### Your goal
The following entries are to be retyped in full, exactly as written.

(Stored items)
====

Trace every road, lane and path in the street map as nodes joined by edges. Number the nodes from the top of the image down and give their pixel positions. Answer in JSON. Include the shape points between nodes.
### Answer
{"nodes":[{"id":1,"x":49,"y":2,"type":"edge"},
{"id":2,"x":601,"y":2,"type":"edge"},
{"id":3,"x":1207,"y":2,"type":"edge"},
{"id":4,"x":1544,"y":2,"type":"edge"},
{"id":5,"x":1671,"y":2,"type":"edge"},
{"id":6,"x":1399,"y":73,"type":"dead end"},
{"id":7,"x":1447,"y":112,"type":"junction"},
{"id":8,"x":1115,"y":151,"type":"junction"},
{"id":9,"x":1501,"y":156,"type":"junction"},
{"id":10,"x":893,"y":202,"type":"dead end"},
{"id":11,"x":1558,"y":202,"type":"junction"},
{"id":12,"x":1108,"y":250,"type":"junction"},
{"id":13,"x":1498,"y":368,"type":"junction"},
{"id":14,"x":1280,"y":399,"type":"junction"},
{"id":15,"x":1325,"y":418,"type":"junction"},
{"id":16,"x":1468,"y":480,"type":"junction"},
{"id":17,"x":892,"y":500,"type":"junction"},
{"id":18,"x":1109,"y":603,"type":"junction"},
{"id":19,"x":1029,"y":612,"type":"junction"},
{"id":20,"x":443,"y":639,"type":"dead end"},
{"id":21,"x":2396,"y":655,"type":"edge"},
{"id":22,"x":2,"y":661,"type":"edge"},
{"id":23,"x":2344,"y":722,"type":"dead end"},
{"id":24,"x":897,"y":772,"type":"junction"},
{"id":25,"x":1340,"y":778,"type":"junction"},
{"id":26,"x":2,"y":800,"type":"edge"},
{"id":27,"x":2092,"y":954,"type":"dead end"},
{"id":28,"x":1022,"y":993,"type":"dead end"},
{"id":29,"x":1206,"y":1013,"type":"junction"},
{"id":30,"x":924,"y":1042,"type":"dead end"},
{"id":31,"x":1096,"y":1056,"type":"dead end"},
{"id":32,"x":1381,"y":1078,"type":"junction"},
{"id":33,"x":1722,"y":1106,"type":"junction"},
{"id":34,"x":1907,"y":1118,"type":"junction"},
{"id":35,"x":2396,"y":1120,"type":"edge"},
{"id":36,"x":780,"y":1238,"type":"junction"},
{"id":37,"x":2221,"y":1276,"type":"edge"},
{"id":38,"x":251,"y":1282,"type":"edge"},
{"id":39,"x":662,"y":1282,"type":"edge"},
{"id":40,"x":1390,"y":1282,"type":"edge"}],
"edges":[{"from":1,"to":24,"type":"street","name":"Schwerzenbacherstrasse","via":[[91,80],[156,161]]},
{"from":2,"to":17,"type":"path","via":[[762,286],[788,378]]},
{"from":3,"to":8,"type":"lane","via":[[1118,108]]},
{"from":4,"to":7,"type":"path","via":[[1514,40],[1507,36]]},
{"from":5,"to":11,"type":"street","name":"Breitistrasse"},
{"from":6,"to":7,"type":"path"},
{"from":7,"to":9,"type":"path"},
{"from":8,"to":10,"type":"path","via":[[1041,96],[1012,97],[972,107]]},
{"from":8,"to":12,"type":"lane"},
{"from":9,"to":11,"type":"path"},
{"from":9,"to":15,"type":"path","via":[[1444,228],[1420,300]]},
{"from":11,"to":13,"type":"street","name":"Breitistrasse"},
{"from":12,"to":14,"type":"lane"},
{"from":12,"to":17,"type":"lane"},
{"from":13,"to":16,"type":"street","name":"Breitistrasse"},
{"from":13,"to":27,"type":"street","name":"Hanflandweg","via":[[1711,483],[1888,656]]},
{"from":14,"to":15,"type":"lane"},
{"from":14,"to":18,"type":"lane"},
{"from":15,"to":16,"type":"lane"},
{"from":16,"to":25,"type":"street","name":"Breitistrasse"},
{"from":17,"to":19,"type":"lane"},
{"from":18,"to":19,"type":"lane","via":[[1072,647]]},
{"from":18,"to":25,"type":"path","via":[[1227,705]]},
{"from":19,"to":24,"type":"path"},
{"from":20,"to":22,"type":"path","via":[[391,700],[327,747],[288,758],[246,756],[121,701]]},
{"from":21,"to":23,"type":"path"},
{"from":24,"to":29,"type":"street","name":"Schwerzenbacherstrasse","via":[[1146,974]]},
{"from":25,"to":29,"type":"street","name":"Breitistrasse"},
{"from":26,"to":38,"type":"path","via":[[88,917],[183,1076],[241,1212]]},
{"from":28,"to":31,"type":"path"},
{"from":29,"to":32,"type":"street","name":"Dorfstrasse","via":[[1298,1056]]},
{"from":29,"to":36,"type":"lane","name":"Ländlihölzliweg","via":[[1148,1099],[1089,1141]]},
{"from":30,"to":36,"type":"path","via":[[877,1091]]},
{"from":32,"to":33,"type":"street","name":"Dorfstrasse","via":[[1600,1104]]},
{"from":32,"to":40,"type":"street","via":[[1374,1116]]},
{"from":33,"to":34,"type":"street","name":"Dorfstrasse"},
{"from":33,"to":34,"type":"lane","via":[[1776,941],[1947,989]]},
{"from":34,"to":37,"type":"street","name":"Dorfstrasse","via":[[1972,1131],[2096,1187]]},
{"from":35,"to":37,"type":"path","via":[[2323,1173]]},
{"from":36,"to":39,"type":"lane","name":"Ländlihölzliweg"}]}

====

### Your response
Trace every road, lane and path in the street map as nodes joined by edges. Number the nodes from the top of the image down and give their pixel positions. Answer in JSON. Include the shape points between nodes.
### Answer
{"nodes":[{"id":1,"x":49,"y":2,"type":"edge"},
{"id":2,"x":601,"y":2,"type":"edge"},
{"id":3,"x":1207,"y":2,"type":"edge"},
{"id":4,"x":1544,"y":2,"type":"edge"},
{"id":5,"x":1671,"y":2,"type":"edge"},
{"id":6,"x":1399,"y":73,"type":"dead end"},
{"id":7,"x":1447,"y":112,"type":"junction"},
{"id":8,"x":1115,"y":151,"type":"junction"},
{"id":9,"x":1501,"y":156,"type":"junction"},
{"id":10,"x":893,"y":202,"type":"dead end"},
{"id":11,"x":1558,"y":202,"type":"junction"},
{"id":12,"x":1108,"y":250,"type":"junction"},
{"id":13,"x":1498,"y":368,"type":"junction"},
{"id":14,"x":1280,"y":399,"type":"junction"},
{"id":15,"x":1325,"y":418,"type":"junction"},
{"id":16,"x":1468,"y":480,"type":"junction"},
{"id":17,"x":892,"y":500,"type":"junction"},
{"id":18,"x":1109,"y":603,"type":"junction"},
{"id":19,"x":1029,"y":612,"type":"junction"},
{"id":20,"x":443,"y":639,"type":"dead end"},
{"id":21,"x":2396,"y":655,"type":"edge"},
{"id":22,"x":2,"y":661,"type":"edge"},
{"id":23,"x":2344,"y":722,"type":"dead end"},
{"id":24,"x":897,"y":772,"type":"junction"},
{"id":25,"x":1340,"y":778,"type":"junction"},
{"id":26,"x":2,"y":800,"type":"edge"},
{"id":27,"x":2092,"y":954,"type":"dead end"},
{"id":28,"x":1022,"y":993,"type":"dead end"},
{"id":29,"x":1206,"y":1013,"type":"junction"},
{"id":30,"x":924,"y":1042,"type":"dead end"},
{"id":31,"x":1096,"y":1056,"type":"dead end"},
{"id":32,"x":1381,"y":1078,"type":"junction"},
{"id":33,"x":1722,"y":1106,"type":"junction"},
{"id":34,"x":1907,"y":1118,"type":"junction"},
{"id":35,"x":2396,"y":1120,"type":"edge"},
{"id":36,"x":780,"y":1238,"type":"junction"},
{"id":37,"x":2221,"y":1276,"type":"edge"},
{"id":38,"x":251,"y":1282,"type":"edge"},
{"id":39,"x":662,"y":1282,"type":"edge"},
{"id":40,"x":1390,"y":1282,"type":"edge"}],
"edges":[{"from":1,"to":24,"type":"street","name":"Schwerzenbacherstrasse","via":[[91,80],[156,161]]},
{"from":2,"to":17,"type":"path","via":[[762,286],[788,378]]},
{"from":3,"to":8,"type":"lane","via":[[1118,108]]},
{"from":4,"to":7,"type":"path","via":[[1514,40],[1507,36]]},
{"from":5,"to":11,"type":"street","name":"Breitistrasse"},
{"from":6,"to":7,"type":"path"},
{"from":7,"to":9,"type":"path"},
{"from":8,"to":10,"type":"path","via":[[1041,96],[1012,97],[972,107]]},
{"from":8,"to":12,"type":"lane"},
{"from":9,"to":11,"type":"path"},
{"from":9,"to":15,"type":"path","via":[[1444,228],[1420,300]]},
{"from":11,"to":13,"type":"street","name":"Breitistrasse"},
{"from":12,"to":14,"type":"lane"},
{"from":12,"to":17,"type":"lane"},
{"from":13,"to":16,"type":"street","name":"Breitistrasse"},
{"from":13,"to":27,"type":"street","name":"Hanflandweg","via":[[1711,483],[1888,656]]},
{"from":14,"to":15,"type":"lane"},
{"from":14,"to":18,"type":"lane"},
{"from":15,"to":16,"type":"lane"},
{"from":16,"to":25,"type":"street","name":"Breitistrasse"},
{"from":17,"to":19,"type":"lane"},
{"from":18,"to":19,"type":"lane","via":[[1072,647]]},
{"from":18,"to":25,"type":"path","via":[[1227,705]]},
{"from":19,"to":24,"type":"path"},
{"from":20,"to":22,"type":"path","via":[[391,700],[327,747],[288,758],[246,756],[121,701]]},
{"from":21,"to":23,"type":"path"},
{"from":24,"to":29,"type":"street","name":"Schwerzenbacherstrasse","via":[[1146,974]]},
{"from":25,"to":29,"type":"street","name":"Breitistrasse"},
{"from":26,"to":38,"type":"path","via":[[88,917],[183,1076],[241,1212]]},
{"from":28,"to":31,"type":"path"},
{"from":29,"to":32,"type":"street","name":"Dorfstrasse","via":[[1298,1056]]},
{"from":29,"to":36,"type":"lane","name":"Ländlihölzliweg","via":[[1148,1099],[1089,1141]]},
{"from":30,"to":36,"type":"path","via":[[877,1091]]},
{"from":32,"to":33,"type":"street","name":"Dorfstrasse","via":[[1600,1104]]},
{"from":32,"to":40,"type":"street","via":[[1374,1116]]},
{"from":33,"to":34,"type":"street","name":"Dorfstrasse"},
{"from":33,"to":34,"type":"lane","via":[[1776,941],[1947,989]]},
{"from":34,"to":37,"type":"street","name":"Dorfstrasse","via":[[1972,1131],[2096,1187]]},
{"from":35,"to":37,"type":"path","via":[[2323,1173]]},
{"from":36,"to":39,"type":"lane","name":"Ländlihölzliweg"}]}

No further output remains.